HANOI: A rally in global coffee prices has triggered sales in Vietnam, the world’s largest robusta producer, and narrowed offered premiums there, while exports from Indonesia have also soared, traders said.
ICE coffee futures rose on Wednesday, with arabica prices seeing their biggest increase in more than three months on chart-based buying. Robusta coffee futures also gained and the September contract ended up 3.6 percent at $1,818 a ton.
In Vietnam, a kg of robusta rose to 38,100-39,200 dong ($1.75-$1.80) on Thursday in the country’s top growing province of Daklak. The 39,200 dong price is the highest since April 24. The price stood at 37,000-38,100 dong a week ago.
“Many more export firms are making quotations now, while buying is still moderate,” a trader at a foreign firm in Ho Chi Minh City said.
Premiums for Vietnamese robusta grade 2, 5 percent black and broken narrowed to $25-$30 a ton to the September contract, from $40-$55 a ton earlier this week and $50-$60 a week ago.
Grade 1 beans, screen 16 stood at premiums of $85-$90 a tonne, below the range of $110-$120 last Thursday.
Vietnam’s 2014/2015 stocks may still be around 12 million bags, or double the volume a year ago, based on government data and traders’ estimates.

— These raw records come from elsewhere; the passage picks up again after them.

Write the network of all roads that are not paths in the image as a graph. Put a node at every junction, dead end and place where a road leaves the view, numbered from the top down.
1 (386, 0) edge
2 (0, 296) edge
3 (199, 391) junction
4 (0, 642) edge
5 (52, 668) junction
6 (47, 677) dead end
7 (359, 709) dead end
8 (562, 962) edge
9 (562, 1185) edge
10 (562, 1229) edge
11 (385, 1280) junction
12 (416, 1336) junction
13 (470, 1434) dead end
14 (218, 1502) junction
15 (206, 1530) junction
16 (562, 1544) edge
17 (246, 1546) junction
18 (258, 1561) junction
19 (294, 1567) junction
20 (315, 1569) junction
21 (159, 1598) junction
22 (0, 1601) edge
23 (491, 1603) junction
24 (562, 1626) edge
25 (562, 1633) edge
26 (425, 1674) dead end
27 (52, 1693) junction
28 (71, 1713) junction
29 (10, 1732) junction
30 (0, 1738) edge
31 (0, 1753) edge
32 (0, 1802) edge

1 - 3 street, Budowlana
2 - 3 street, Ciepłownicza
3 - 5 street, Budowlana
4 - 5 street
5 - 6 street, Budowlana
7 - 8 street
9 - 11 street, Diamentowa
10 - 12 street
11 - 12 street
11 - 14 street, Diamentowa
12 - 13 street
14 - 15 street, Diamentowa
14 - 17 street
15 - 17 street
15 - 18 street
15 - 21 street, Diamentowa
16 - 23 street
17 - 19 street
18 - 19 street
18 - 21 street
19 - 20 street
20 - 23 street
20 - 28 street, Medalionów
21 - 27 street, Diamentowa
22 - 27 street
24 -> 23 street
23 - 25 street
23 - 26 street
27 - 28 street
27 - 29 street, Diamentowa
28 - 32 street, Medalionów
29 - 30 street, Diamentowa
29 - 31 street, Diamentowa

An increase in sales in Vietnam may reduce US traders’ interest in importing robusta beans from European warehouses.
Indonesia, Vietnam’s robusta rival, which has been harvesting its 2014/2015 crop, is also exporting more beans, based on government data.
On Thursday it revised up its May robusta export volume from the main growing area of Sumatra to 14,707 tons from 14,540 tons.
That brought Sumatra’s exports in the first two months of the current crop to 37,699 tons, a surge of 78 percent from a year before. Indonesia’s crop year runs from April to March.
Sumatran robusta grade 4, 80 defects rose to $1,900-$1,920 a ton, free-on-board Lampung, from $1,850-$1,870 last week.
Premiums on the beans — equivalent to Vietnamese robusta grade 1 — were offered at $50 a ton to the ICE September contract, making them cheaper than Vietnamese robusta.
The US Department of Agriculture (USDA) said favorable weather during the flowering and fruit setting period was likely to boost Indonesia’s 2015/2016 crop by 25 percent from last year to a record 11 million bags.